[llvm-commits] [PATCH] Stack Coloring optimization

Sun Sep 2 11:57:36 PDT 2012

Hi,

I generally like the approach. It makes sense to me to do it in codegen as 
well.

Let me just give you a few random thoughts (mostly for future work):
 - AFAICT most (IR) optimizations do not make any effort to keep these 
lifetime markers. They simply discard them.  Probably some optimizations 
must be tweaked to try to preserve those.
 - Probably there's also juice to be extracted from single functions where 
none of the callees was inlined (and therefore no markers have been placed). 
Should this pass try to compute the liveness intervals for allocas and then 
intersect the computed intervals with the lifetime markers (that may or may 
not exist)?  Or should we have an IR pass that inserts (and tightens) these 
markers?
 - Can you please add a comment describing the merging algorithm?  It seems 
to be a greedy, O(n^2) algorithm, where n is the number of Allocas.  It's 
good to have it documented because we may want to experiment with different 
heuristics in the future.
 - Other interesting but more complex trick to try would be to share a merge 
of a big object with several smaller ones.
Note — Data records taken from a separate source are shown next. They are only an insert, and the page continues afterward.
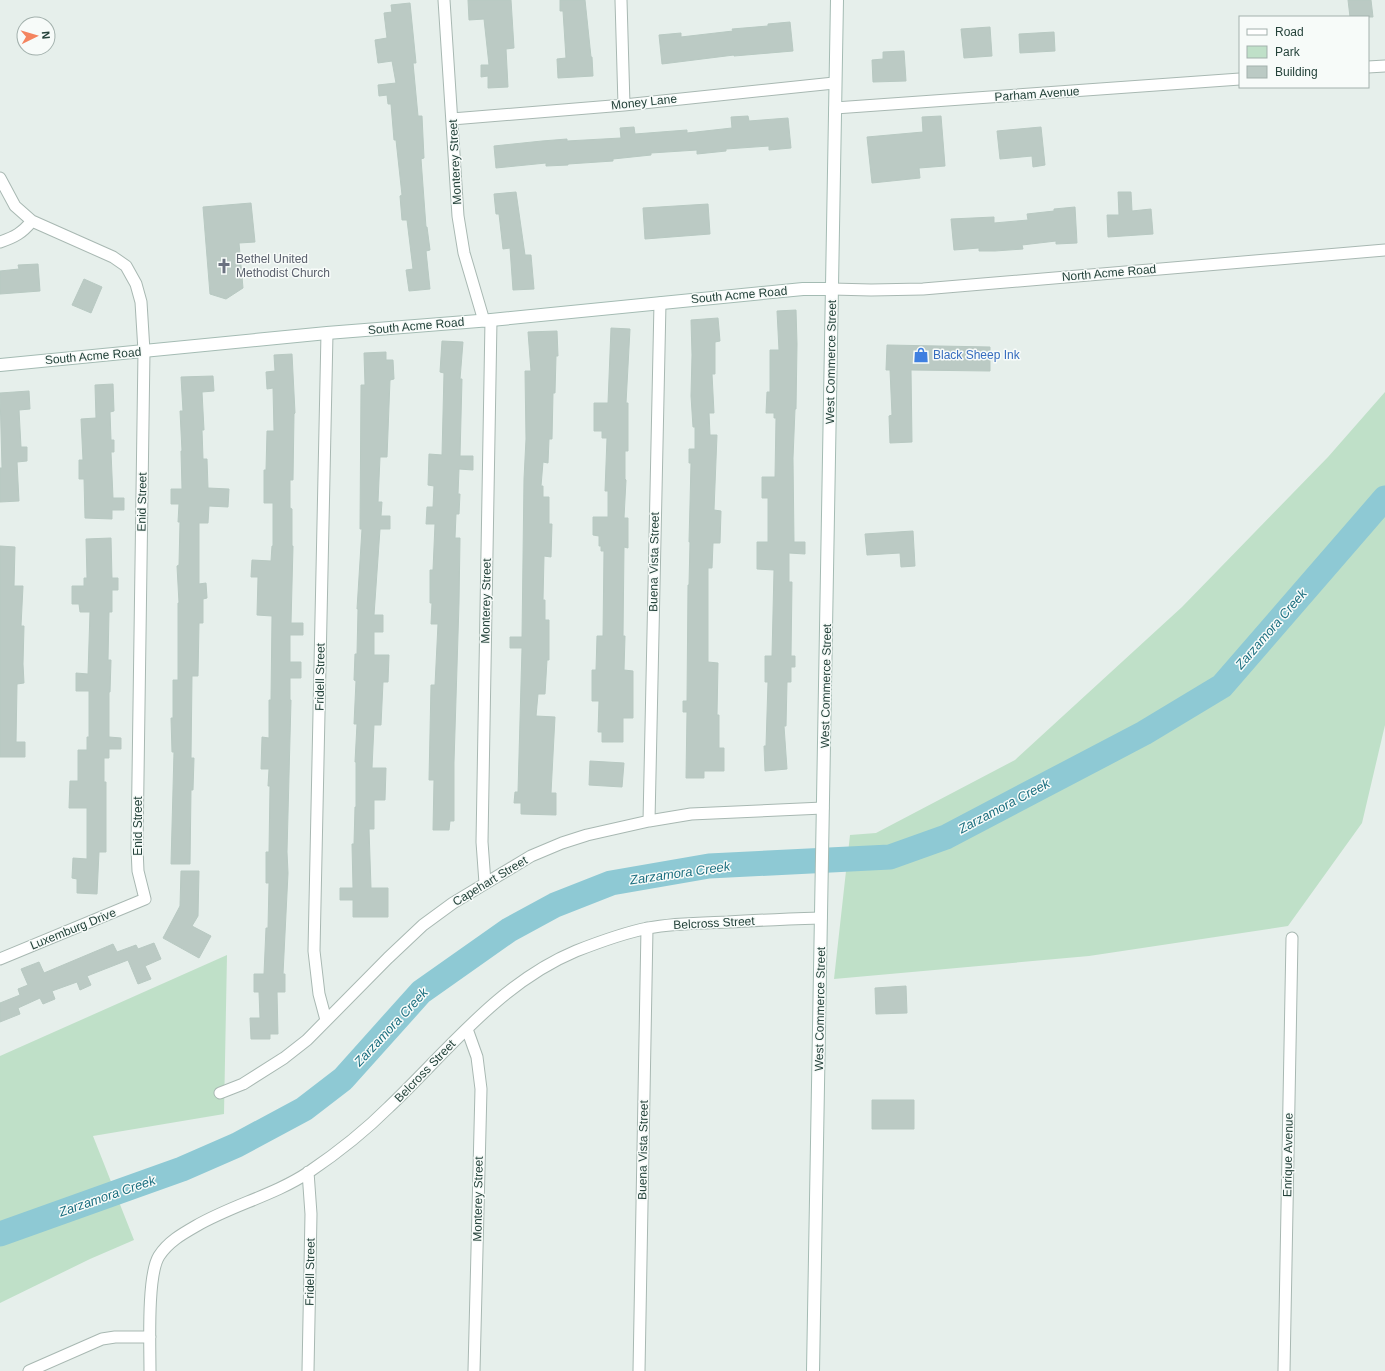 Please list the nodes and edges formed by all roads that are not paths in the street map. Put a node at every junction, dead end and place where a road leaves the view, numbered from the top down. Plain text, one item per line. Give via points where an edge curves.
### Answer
1 (444, 0) edge
2 (622, 0) edge
3 (836, 0) edge
4 (1385, 66) edge
5 (1369, 67) edge
6 (1239, 79) edge
7 (834, 83) junction
8 (624, 105) junction
9 (834, 108) junction
10 (452, 118) junction
11 (0, 178) edge
12 (32, 221) junction
13 (0, 242) edge
14 (1385, 250) edge
15 (832, 289) junction
16 (660, 303) junction
17 (488, 320) junction
18 (327, 333) junction
19 (144, 351) junction
20 (0, 364) edge
21 (824, 808) junction
22 (649, 821) junction
23 (485, 883) junction
24 (145, 899) joint
25 (821, 918) junction
26 (647, 928) junction
27 (1292, 938) dead end
28 (0, 959) edge
29 (326, 1020) junction
30 (467, 1029) junction
31 (220, 1093) dead end
32 (308, 1172) junction
33 (150, 1337) junction
34 (29, 1371) edge
35 (150, 1371) edge
36 (308, 1371) edge
37 (474, 1371) edge
38 (639, 1371) edge
39 (813, 1371) edge
40 (1284, 1371) edge

1 - 10 street, Monterey Street
2 - 8 street
3 - 7 main road, West Commerce Street
4 - 5 street
6 - 9 street, Parham Avenue
7 - 8 street, Money Lane
7 - 9 main road, West Commerce Street
8 - 10 street, Money Lane
9 - 15 main road, West Commerce Street
10 - 17 street, Monterey Street via 458,216 464,253
11 - 12 street, Enid Street via 15,206
12 - 13 street via 13,237
12 - 19 street, Enid Street via 113,257 126,266 136,284 141,302
14 - 15 street, North Acme Road via 923,289
15 - 16 main road, South Acme Road via 803,289
15 - 21 main road, West Commerce Street
16 - 17 main road, South Acme Road
16 - 22 street, Buena Vista Street
17 - 18 main road, South Acme Road
17 - 23 street, Monterey Street via 482,842
18 - 19 main road, South Acme Road
18 - 29 street, Fridell Street via 314,951 319,994
19 - 20 main road, South Acme Road
19 - 24 street, Enid Street via 137,848 138,871
21 - 22 street, Capehart Street via 691,814
21 - 25 main road, West Commerce Street
22 - 23 street, Capehart Street via 562,843 531,856
23 - 29 street, Capehart Street via 423,925
24 - 28 street, Luxemburg Drive
25 - 26 street, Belcross Street via 690,923
25 - 39 main road, West Commerce Street
26 - 30 street, Belcross Street via 574,952 541,969 507,992
26 - 38 street, Buena Vista Street
27 - 40 street, Enrique Avenue
29 - 31 street, Capehart Street via 308,1040 284,1058 243,1084
30 - 32 street, Belcross Street via 373,1122
30 - 37 street, Monterey Street via 477,1057 481,1088
32 - 33 street, Belcross Street via 290,1183 216,1214 175,1239 156,1261 152,1280
32 - 36 street, Fridell Street via 311,1214
33 - 34 street via 102,1339
33 - 35 street, Belcross Street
Right now the merging algorithm 
doesn't split objects and doesn't allow objects with overlapping liveness 
intervals to be merged with a single object (into disjoint parts, of 
course).
 - You're missing a test for a non-ending lifetime markers region.

Ok, I guess it's enough of random stuff for now. I pretty much like the 
idea.

Nuno

----- Original Message ----- 
From: "Nadav Rotem" <nrotem at apple.com>
To: <llvm-commits at cs.uiuc.edu>
Sent: Thursday, August 30, 2012 10:51 AM
Subject: [llvm-commits] [PATCH] Stack Coloring optimization

> Hi All,
>
> I've been working on a new optimization for reducing the stack size. 
> Currently, when we declare allocas in LLVM IR, these allocas are directly 
> translated to stack slots. And when we inline small functions into larger 
> function, these allocas add up and take up lots of space.  In some cases 
> we know that the use of the allocas is bounded by disjoint regions.  In 
> this optimization we merge multiple disjoint slots into a single slot. 
> LLVM uses the lifetime markers for specifying the regions in which the 
> allcoa is used.  This patch propagates the lifetime markers through 
> SelectionDAG and makes them pseudo ops.  Later, a pre-register-allocator 
> pass constructs live intervals which represent the lifeless of different 
> stack slots. Next, the pass merges disjoint intervals.  Notice that 
> lifetime markers and not perfect single-entry-single exit regions. They 
> may be removed by optimizations, they may start with two markers, and end 
> with one, or even not end at all!
>
> So, why is this done in codegen?  There are a number of reasons. First, 
> joining allocas may hinder alias analysis. Second, in the future we would 
> like to share the alloca space with spill slots.
>
> The inliner has a 'hack' for merging allocas when inlining functions. We 
> plan to remove this hack once this pass is tuned and we see that there are 
> no regressions.  Also, we plan to look at joining multiple non-disjoint 
> slot into a bigger disjoint slot.
>
> This work is based on code by Owen, and on feedback and ideas from a 
> number of other engineers at Apple.
>
> Any comments or review are much appreciated.
>
>
> Thanks,
> Nadav